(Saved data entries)
++++++

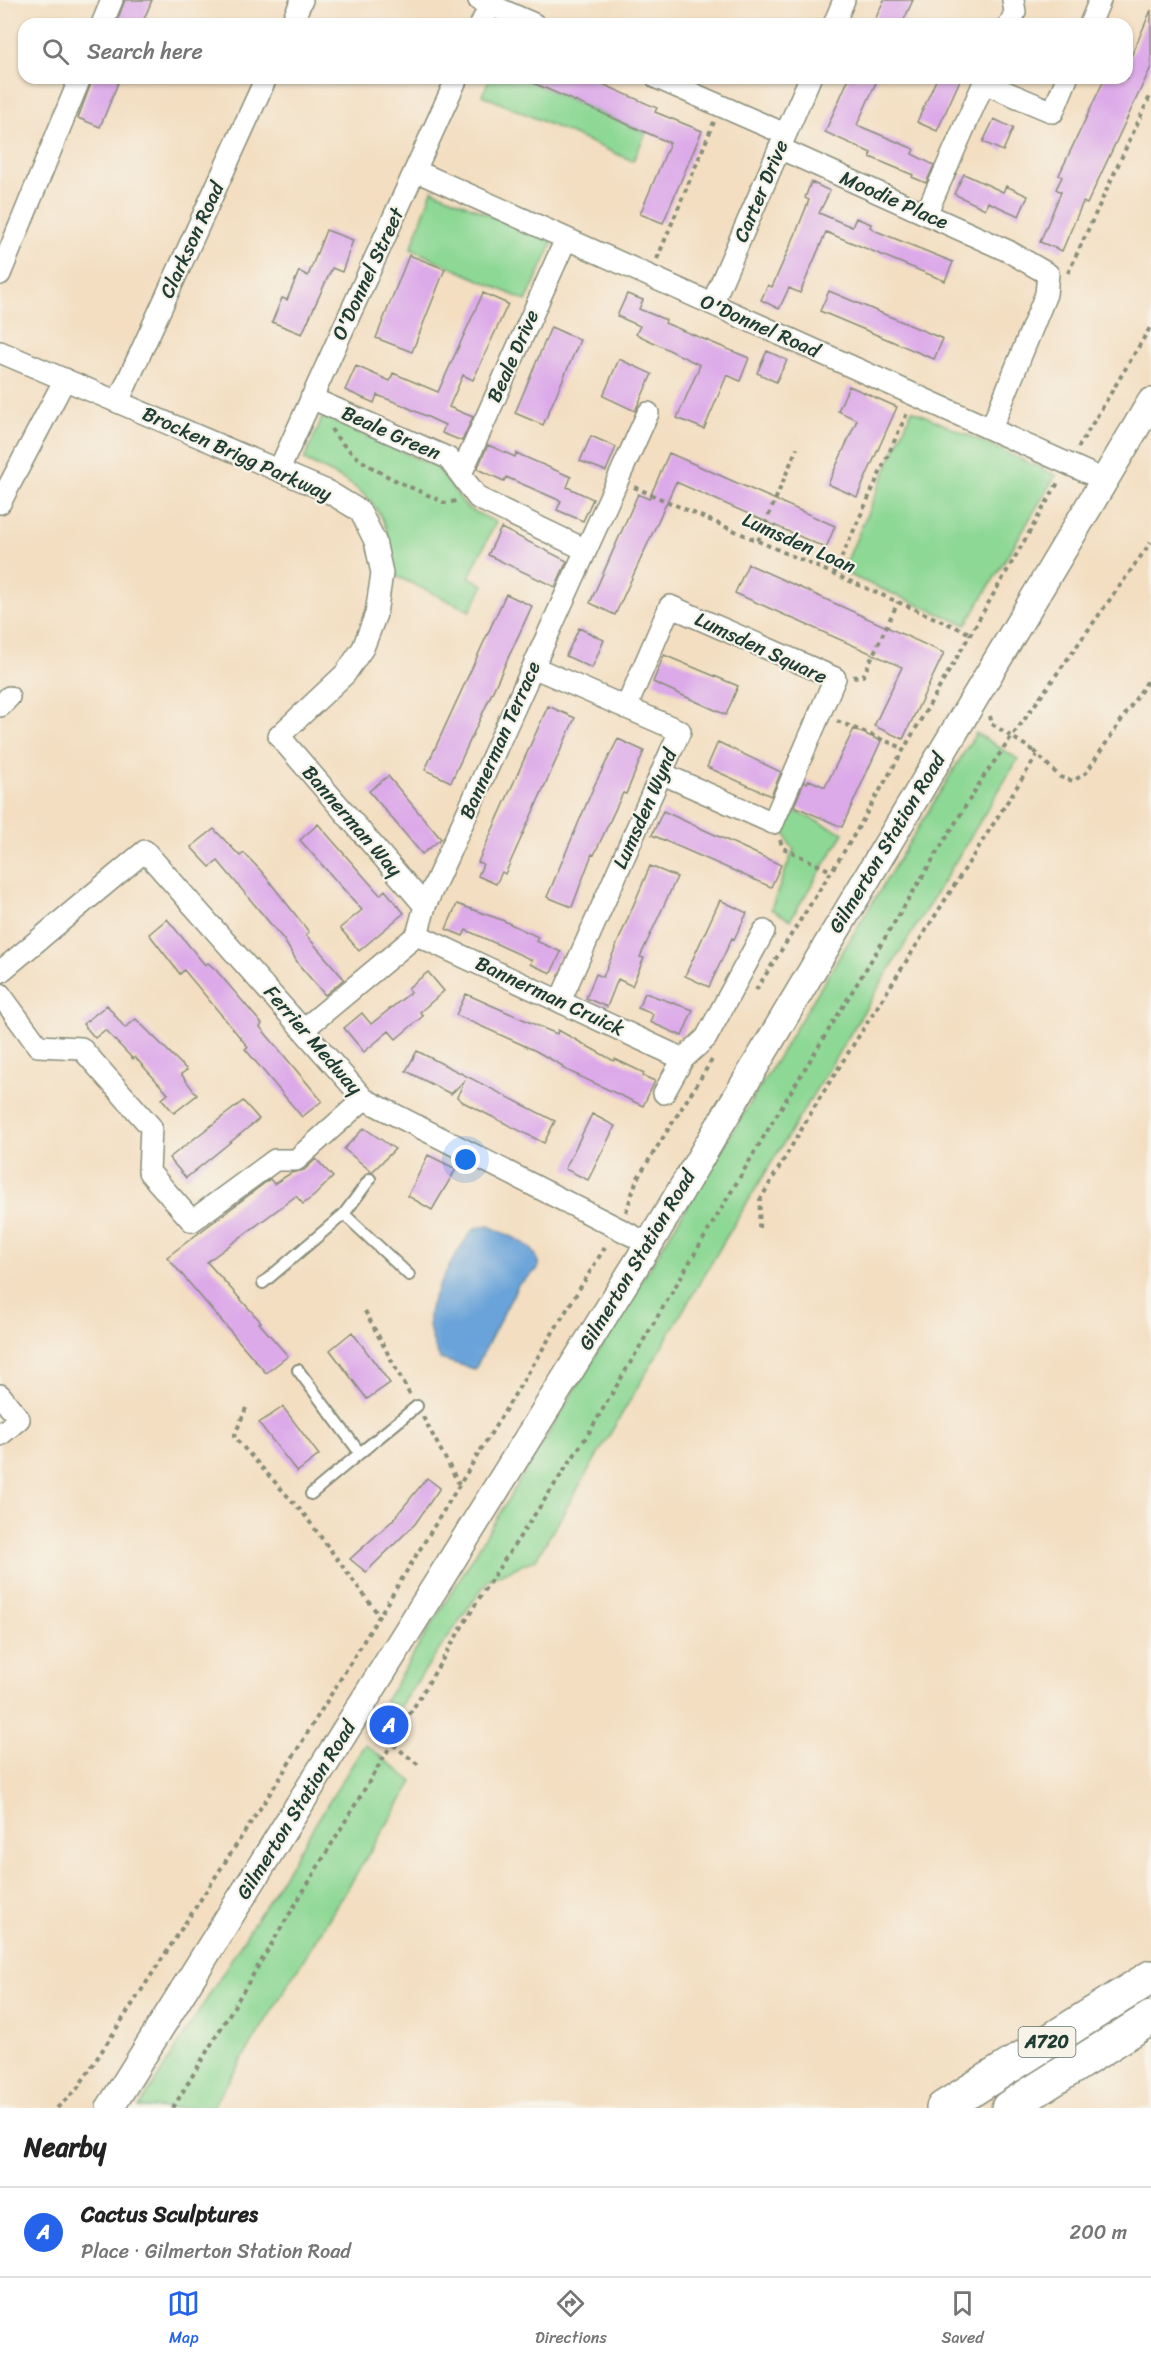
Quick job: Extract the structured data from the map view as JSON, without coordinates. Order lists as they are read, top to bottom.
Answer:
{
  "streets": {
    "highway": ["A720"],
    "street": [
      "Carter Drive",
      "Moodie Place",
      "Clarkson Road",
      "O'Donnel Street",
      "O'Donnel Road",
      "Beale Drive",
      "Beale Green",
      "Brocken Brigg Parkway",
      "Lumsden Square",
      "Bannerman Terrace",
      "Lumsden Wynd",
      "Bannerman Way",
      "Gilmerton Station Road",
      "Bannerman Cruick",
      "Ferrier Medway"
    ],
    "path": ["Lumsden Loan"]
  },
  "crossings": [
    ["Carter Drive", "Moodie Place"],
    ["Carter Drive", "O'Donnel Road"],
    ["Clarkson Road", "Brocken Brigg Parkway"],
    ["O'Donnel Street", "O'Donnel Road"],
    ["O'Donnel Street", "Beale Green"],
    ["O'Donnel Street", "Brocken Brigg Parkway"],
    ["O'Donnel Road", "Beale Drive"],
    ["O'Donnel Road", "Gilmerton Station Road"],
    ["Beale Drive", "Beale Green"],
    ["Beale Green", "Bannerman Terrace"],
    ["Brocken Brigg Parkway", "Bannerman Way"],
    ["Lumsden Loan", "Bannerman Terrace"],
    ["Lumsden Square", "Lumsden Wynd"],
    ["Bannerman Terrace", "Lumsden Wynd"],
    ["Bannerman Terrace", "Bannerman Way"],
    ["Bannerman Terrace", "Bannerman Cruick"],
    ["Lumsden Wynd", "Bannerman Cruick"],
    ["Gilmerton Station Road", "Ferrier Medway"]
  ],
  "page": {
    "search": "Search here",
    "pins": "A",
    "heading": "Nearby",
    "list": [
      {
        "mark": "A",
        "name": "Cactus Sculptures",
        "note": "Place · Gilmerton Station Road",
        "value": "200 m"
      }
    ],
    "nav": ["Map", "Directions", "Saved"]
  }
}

++++++

### Exercise description
Search the data for the string "Moodie" and copy every line where it appears.

### Your response
      "Moodie Place",
    ["Carter Drive", "Moodie Place"],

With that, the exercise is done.